One of the significant factors that increases cold starts with other platforms is the usage of custom docker images. Allowing only one base image with pre-baked dependencies is one of the core decisions that allow dat1.co to have significantly lower cold starts. This, of course, has a drawback: it makes it harder to customize workflows and adapt models to our platform.

Pricing & Costs

It's not that easy to understand exact costs from just looking at the pricing page. While the per-GPU-second price is usually visible, the total cost is not always clear: there might be separate charges for the CPU and RAM, charges for the startup and idle time, sometimes even charges for each new version deployed.

We tested two scenarios:

Generating one image without running container to highlight the hidden costs of starting and idling a container.
Generating five images consecutively to show how the costs scale with more requests.

When choosing a platform, it's important to understand the pricing structure, and sometimes there's no easier way of learning it than by running a proof-of-concept. At dat1.co, we strive to make pricing as predictable as possible.

Methodology

As mentioned earlier, we used the same model (Qwen Image fp16), same hardware (a single NVIDIA H100), and the same prompt and generation settings on all platforms.

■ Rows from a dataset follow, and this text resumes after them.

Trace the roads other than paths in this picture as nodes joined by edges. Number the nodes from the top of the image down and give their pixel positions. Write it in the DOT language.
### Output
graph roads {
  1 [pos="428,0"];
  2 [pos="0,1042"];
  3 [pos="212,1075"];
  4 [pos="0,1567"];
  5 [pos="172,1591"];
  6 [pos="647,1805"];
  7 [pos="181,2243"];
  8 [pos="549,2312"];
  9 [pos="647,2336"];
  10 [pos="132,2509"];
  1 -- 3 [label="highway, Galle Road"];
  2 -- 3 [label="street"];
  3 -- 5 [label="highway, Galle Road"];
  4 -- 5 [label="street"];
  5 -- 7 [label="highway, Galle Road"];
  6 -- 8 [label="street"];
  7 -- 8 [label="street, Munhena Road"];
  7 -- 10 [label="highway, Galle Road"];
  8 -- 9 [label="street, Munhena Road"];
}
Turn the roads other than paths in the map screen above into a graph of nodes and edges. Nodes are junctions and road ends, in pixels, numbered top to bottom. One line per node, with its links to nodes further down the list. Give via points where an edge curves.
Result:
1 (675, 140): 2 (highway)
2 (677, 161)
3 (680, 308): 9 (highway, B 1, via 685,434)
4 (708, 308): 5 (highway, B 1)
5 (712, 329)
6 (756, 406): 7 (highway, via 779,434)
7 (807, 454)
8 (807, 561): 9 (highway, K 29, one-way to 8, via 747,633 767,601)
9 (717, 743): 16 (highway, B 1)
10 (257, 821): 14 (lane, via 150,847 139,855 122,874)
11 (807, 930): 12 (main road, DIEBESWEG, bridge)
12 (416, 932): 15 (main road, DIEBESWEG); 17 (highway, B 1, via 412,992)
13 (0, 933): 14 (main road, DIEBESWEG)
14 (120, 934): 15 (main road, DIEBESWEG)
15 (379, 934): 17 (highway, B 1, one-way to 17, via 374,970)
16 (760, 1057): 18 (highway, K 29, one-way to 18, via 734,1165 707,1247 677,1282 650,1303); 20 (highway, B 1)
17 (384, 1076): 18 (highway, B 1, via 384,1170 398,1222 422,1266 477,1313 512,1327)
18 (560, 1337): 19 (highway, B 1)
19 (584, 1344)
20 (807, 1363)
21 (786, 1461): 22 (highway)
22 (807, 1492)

In each test, we used a modest sample size of 10 runs.

While there might be some valid bias in us comparing our own platform to others, we tried following the best practices outlined in each platform's documentation to make the test as neutral as possible. Source code of the handlers and models used is available here.

Limitations

There are, of course, important aspects that we did not test within the scope of this article: scaling mechanisms, deployment complexity, support availability, uptime, GPU availability.

Since the tests were done on a single model, it’s important to note that cold start depends not only on model size but also on the initialization code. Also, we do not recommend extrapolating these results to other GPU types.